START MATERIAL FOR THE TASK
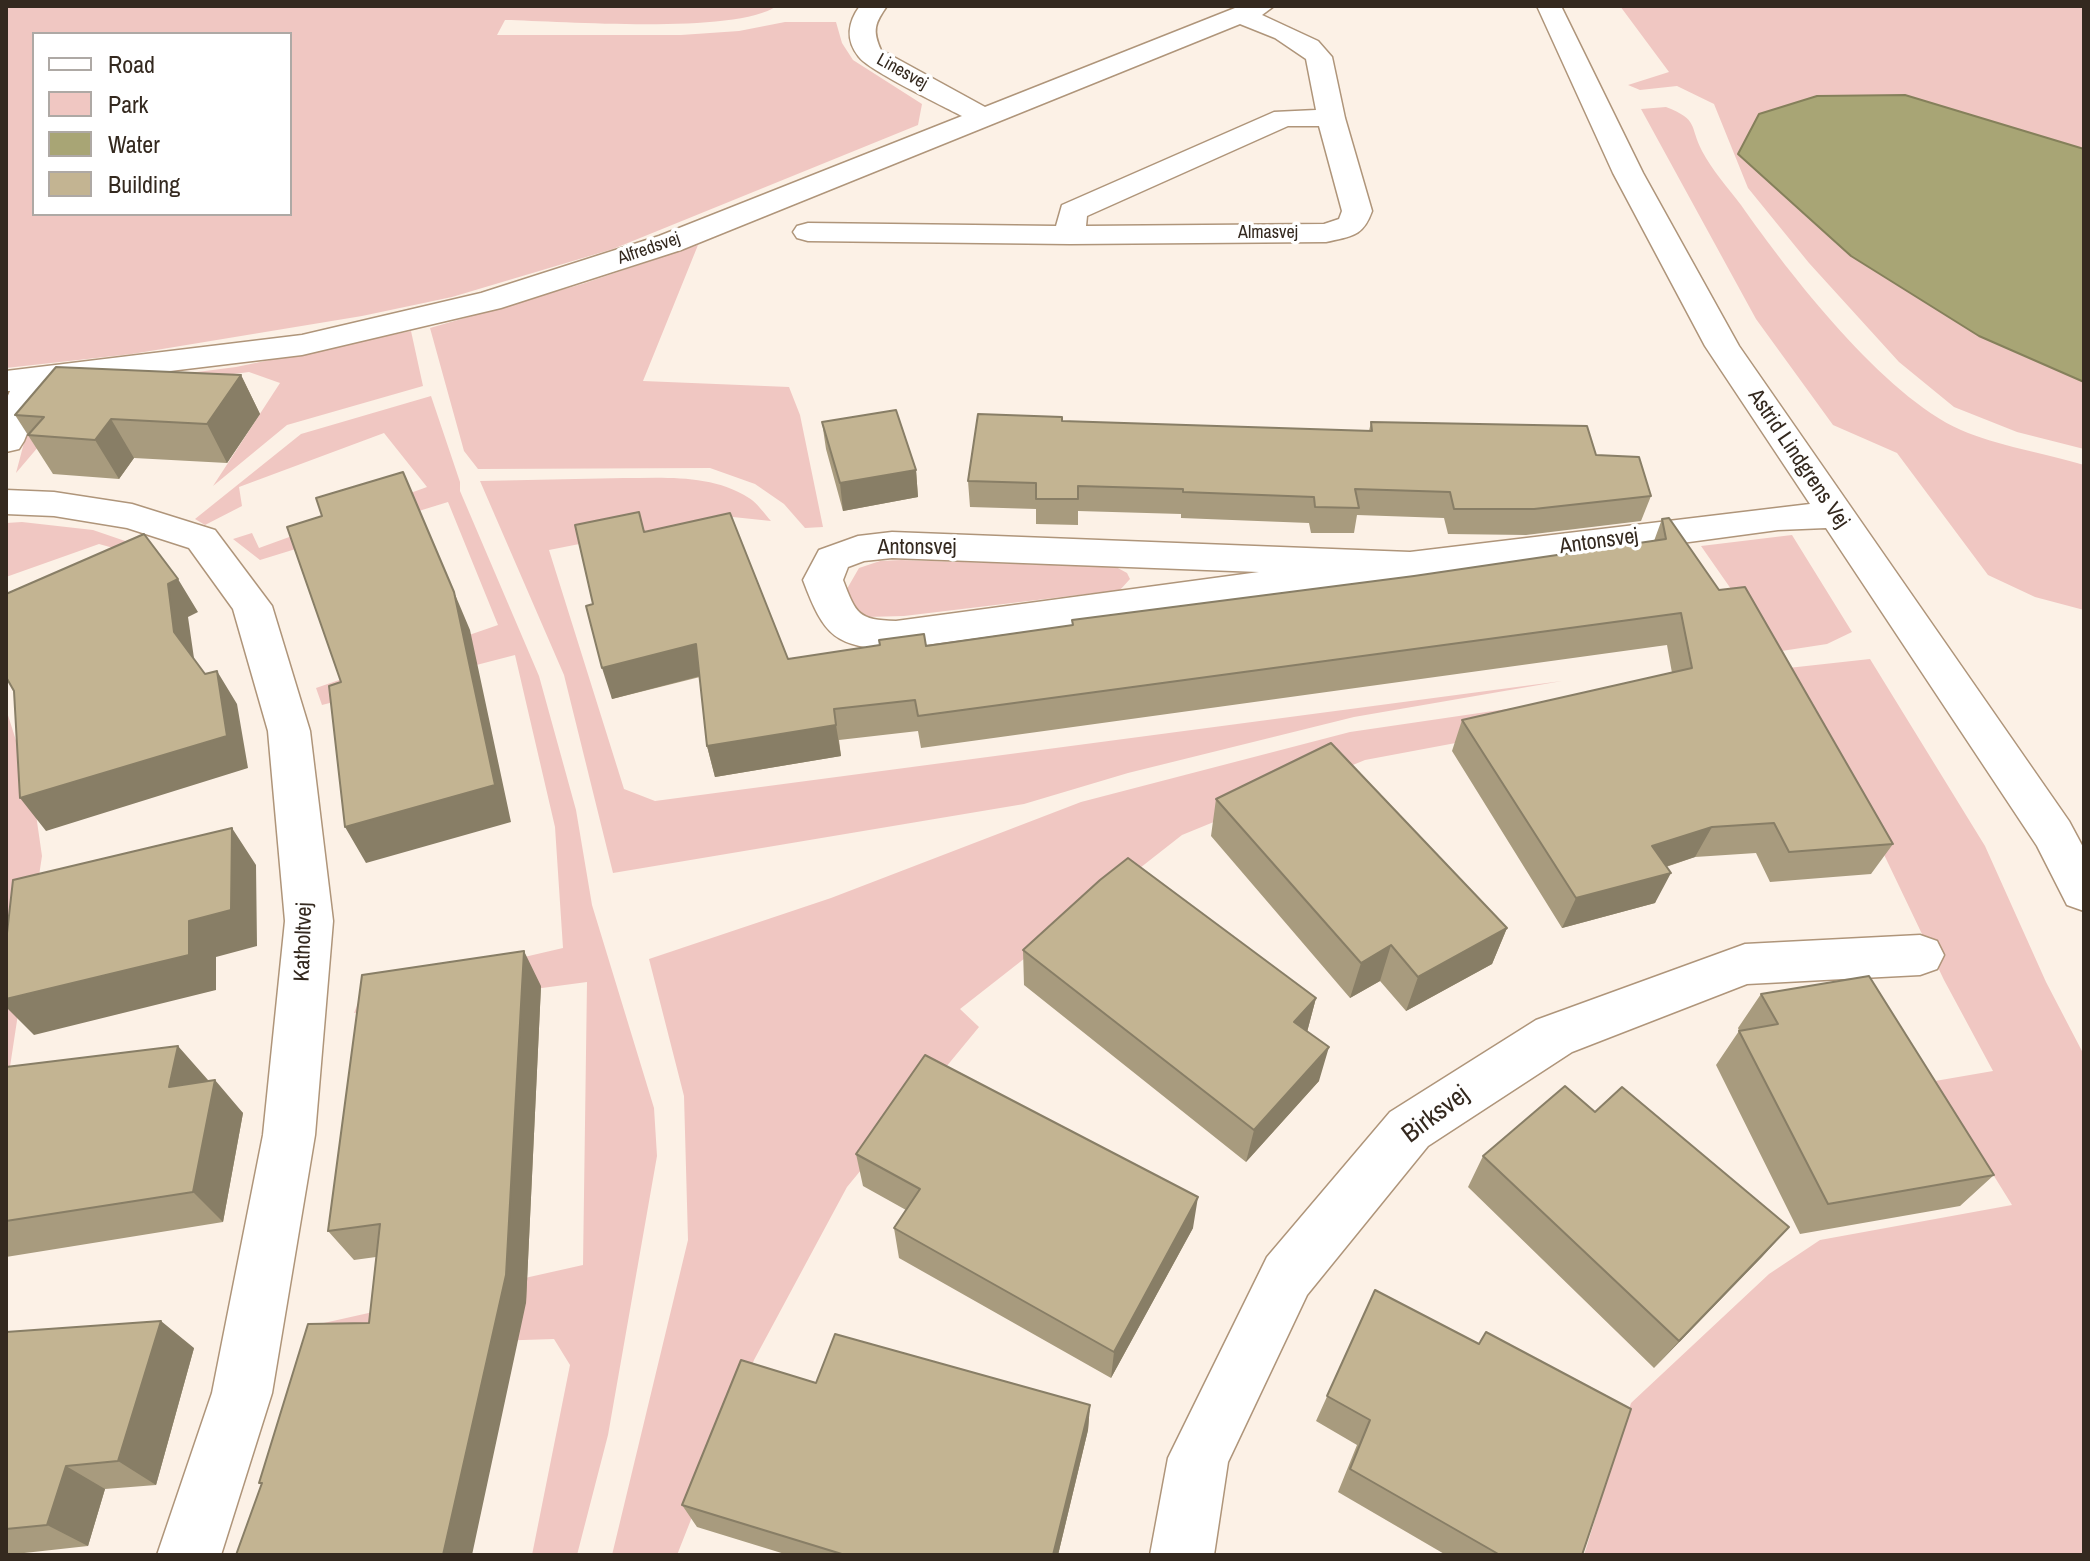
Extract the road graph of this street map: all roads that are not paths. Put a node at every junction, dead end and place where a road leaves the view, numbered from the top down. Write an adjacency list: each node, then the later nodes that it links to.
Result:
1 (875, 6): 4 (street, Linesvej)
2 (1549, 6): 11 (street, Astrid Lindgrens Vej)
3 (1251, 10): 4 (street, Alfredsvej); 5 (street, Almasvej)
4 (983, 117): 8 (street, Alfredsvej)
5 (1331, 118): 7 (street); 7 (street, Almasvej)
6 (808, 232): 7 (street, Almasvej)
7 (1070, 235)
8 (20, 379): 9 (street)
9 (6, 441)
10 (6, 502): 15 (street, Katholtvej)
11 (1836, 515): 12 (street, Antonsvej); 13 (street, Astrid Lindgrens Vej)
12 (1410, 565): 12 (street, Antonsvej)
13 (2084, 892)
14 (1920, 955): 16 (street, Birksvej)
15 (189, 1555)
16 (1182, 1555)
END MATERIAL FOR THE TASK
START MATERIAL FOR THE TASK
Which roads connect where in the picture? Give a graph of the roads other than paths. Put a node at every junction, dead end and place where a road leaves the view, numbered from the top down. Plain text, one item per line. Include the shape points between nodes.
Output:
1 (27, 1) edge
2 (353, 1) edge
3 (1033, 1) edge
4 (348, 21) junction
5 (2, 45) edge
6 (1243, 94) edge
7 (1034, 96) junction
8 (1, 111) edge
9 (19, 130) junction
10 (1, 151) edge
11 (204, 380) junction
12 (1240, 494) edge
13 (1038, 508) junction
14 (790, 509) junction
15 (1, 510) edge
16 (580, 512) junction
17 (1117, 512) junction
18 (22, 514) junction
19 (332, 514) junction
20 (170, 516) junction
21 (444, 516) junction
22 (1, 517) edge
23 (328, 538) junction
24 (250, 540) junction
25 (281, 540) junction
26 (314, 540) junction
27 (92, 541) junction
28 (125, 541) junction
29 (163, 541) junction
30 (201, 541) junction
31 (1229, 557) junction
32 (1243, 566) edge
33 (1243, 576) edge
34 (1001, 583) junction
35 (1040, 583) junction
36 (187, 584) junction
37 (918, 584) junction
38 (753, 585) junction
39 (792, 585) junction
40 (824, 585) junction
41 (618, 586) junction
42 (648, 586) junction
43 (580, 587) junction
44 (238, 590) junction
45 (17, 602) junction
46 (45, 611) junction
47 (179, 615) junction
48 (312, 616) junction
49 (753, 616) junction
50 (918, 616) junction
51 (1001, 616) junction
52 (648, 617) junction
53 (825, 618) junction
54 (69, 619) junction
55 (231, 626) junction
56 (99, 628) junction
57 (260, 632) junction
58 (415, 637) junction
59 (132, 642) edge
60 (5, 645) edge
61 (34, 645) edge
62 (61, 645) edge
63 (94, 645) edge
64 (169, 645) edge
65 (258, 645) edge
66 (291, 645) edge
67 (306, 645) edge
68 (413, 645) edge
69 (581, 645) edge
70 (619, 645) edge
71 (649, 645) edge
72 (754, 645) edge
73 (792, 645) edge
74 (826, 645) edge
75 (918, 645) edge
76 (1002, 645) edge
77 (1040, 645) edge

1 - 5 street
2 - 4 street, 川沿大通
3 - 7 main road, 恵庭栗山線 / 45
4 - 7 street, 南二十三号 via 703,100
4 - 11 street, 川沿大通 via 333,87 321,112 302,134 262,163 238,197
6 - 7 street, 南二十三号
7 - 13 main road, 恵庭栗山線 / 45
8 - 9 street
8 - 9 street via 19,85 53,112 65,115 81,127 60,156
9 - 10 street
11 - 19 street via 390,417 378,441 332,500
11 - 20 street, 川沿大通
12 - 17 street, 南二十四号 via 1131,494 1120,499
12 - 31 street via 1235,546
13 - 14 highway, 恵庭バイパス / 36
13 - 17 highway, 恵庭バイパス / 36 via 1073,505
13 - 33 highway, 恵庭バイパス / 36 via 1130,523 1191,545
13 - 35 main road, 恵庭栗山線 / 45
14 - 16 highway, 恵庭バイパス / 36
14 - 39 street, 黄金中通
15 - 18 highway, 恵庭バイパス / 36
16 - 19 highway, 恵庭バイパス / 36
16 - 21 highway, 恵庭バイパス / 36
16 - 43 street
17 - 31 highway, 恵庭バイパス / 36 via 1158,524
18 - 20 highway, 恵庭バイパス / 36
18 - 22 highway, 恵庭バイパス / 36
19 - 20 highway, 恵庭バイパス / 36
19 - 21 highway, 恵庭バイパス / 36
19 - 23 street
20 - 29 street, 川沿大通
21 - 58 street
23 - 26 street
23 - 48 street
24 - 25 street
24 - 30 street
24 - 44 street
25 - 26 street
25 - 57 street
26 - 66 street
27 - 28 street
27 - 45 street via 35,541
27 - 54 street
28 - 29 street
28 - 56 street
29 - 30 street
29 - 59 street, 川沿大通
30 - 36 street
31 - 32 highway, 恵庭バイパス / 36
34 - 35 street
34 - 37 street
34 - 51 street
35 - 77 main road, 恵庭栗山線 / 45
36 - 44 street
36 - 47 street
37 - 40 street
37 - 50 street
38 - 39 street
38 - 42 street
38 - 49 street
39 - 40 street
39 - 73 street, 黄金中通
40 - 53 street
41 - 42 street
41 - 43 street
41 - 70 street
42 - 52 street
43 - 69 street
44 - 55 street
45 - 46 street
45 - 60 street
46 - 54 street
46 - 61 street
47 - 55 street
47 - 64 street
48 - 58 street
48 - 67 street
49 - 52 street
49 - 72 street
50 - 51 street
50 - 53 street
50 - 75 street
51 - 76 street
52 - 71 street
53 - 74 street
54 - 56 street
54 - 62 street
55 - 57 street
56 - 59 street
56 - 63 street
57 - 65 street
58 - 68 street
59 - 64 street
END MATERIAL FOR THE TASK
**EXERCISE GOAL**
Go through the material above, find each line with the string "node", and copy it.

**OUTPUT BELOW**
Extract the road graph of this street map: all roads that are not paths. Put a node at every junction, dead end and place where a road leaves the view, numbered from the top down. Write an adjacency list: each node, then the later nodes that it links to.
Which roads connect where in the picture? Give a graph of the roads other than paths. Put a node at every junction, dead end and place where a road leaves the view, numbered from the top down. Plain text, one item per line. Include the shape points between nodes.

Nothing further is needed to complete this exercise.